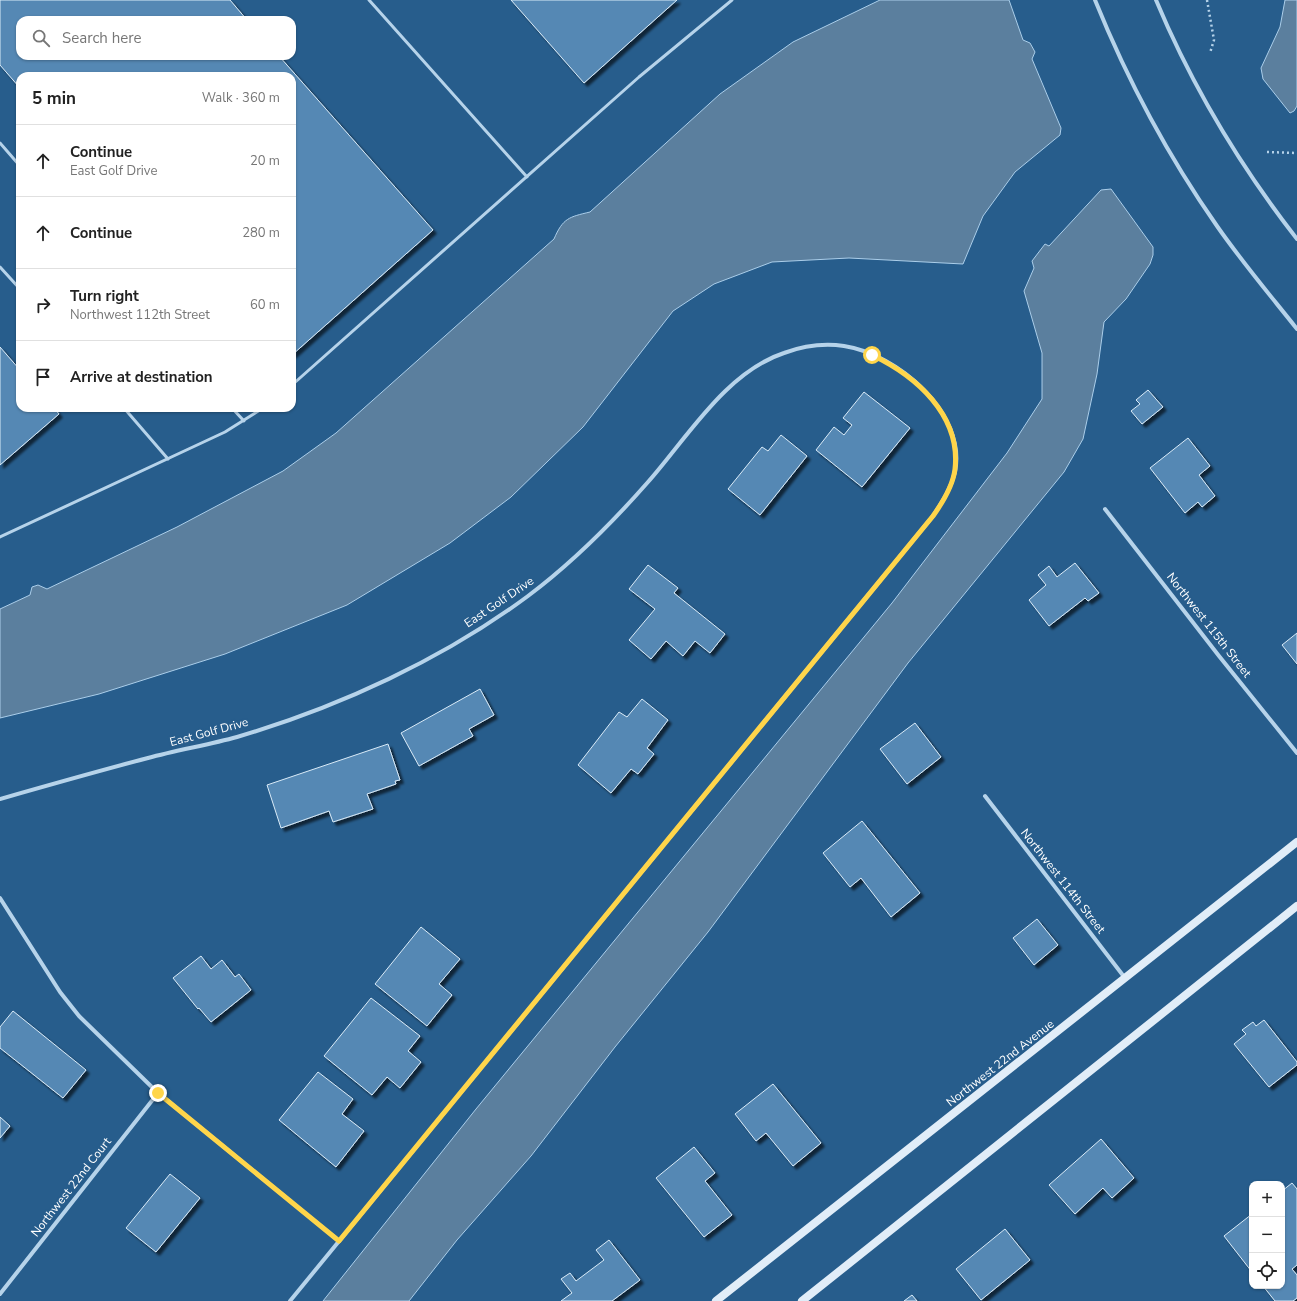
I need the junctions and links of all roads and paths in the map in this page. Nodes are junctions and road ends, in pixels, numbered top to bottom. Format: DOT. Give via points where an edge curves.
graph roads {
  1 [pos="369,0"];
  2 [pos="732,0"];
  3 [pos="1095,0"];
  4 [pos="1156,0"];
  5 [pos="1207,0"];
  6 [pos="1210,53"];
  7 [pos="0,143"];
  8 [pos="1267,152"];
  9 [pos="1297,153"];
  10 [pos="16,161"];
  11 [pos="527,177"];
  12 [pos="1297,240"];
  13 [pos="0,267"];
  14 [pos="16,285"];
  15 [pos="1297,329"];
  16 [pos="296,381"];
  17 [pos="128,412"];
  18 [pos="236,412"];
  19 [pos="257,412"];
  20 [pos="244,421"];
  21 [pos="168,458"];
  22 [pos="1105,509"];
  23 [pos="0,537"];
  24 [pos="1297,753"];
  25 [pos="985,796"];
  26 [pos="0,799"];
  27 [pos="1297,842"];
  28 [pos="0,898"];
  29 [pos="1297,906"];
  30 [pos="1126,979"];
  31 [pos="158,1093"];
  32 [pos="339,1241"];
  33 [pos="0,1294"];
  34 [pos="290,1301"];
  35 [pos="716,1301"];
  36 [pos="802,1301"];
  1 -- 11 [label="lane"];
  2 -- 11 [label="lane" via="655,63"];
  3 -- 15 [label="street" via="1124,66 1168,149 1222,232"];
  4 -- 12 [label="street" via="1186,66 1220,128"];
  5 -- 6 [label="path" via="1214,40"];
  7 -- 10 [label="lane"];
  8 -- 9 [label="path"];
  11 -- 16 [label="lane"];
  13 -- 14 [label="lane"];
  17 -- 21 [label="lane"];
  18 -- 20 [label="lane"];
  19 -- 20 [label="lane"];
  20 -- 21 [label="lane"];
  21 -- 23 [label="lane"];
  22 -- 24 [label="street, Northwest 115th Street"];
  25 -- 30 [label="street, Northwest 114th Street"];
  26 -- 32 [label="street, East Golf Drive" via="244,734 335,702 403,672 528,596 578,554 630,502 718,400 745,375 769,358 816,345 852,348 889,363 911,379 937,405 951,432 956,456 951,484 933,516"];
  27 -- 30 [label="main road, Northwest 22nd Avenue"];
  28 -- 31 [label="street" via="60,992 79,1016"];
  29 -- 36 [label="main road"];
  30 -- 35 [label="main road, Northwest 22nd Avenue"];
  31 -- 32 [label="street"];
  31 -- 33 [label="street, Northwest 22nd Court"];
  32 -- 34 [label="street, East Golf Drive"];
}
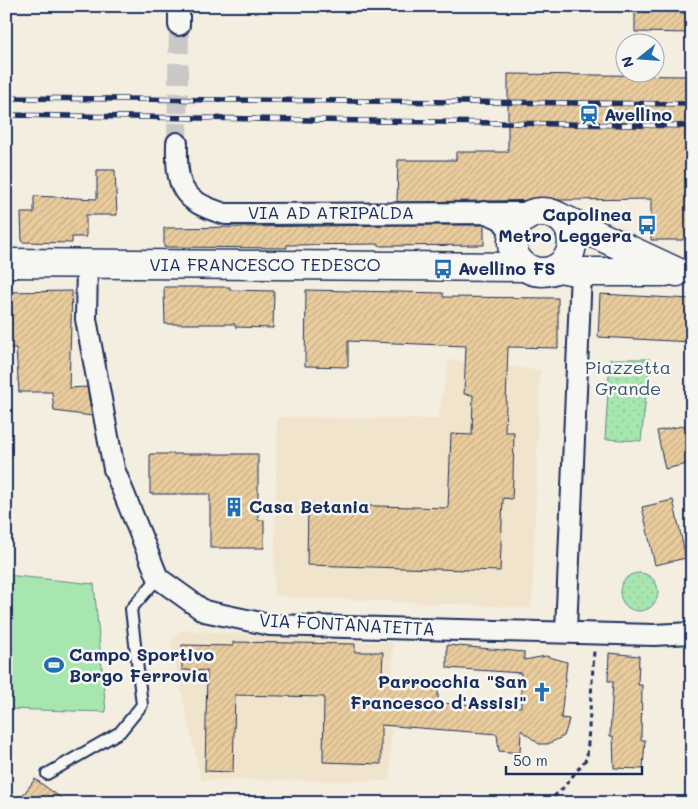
== == ==
▶ _TASK OBJECTIVE_
In the records above, find each line that mentions the word "Drive", and copy it.

▶ _SOLUTION TO THIS PROBLEM_
  26 -- 32 [label="street, East Golf Drive" via="244,734 335,702 403,672 528,596 578,554 630,502 718,400 745,375 769,358 816,345 852,348 889,363 911,379 937,405 951,432 956,456 951,484 933,516"];
  32 -- 34 [label="street, East Golf Drive"];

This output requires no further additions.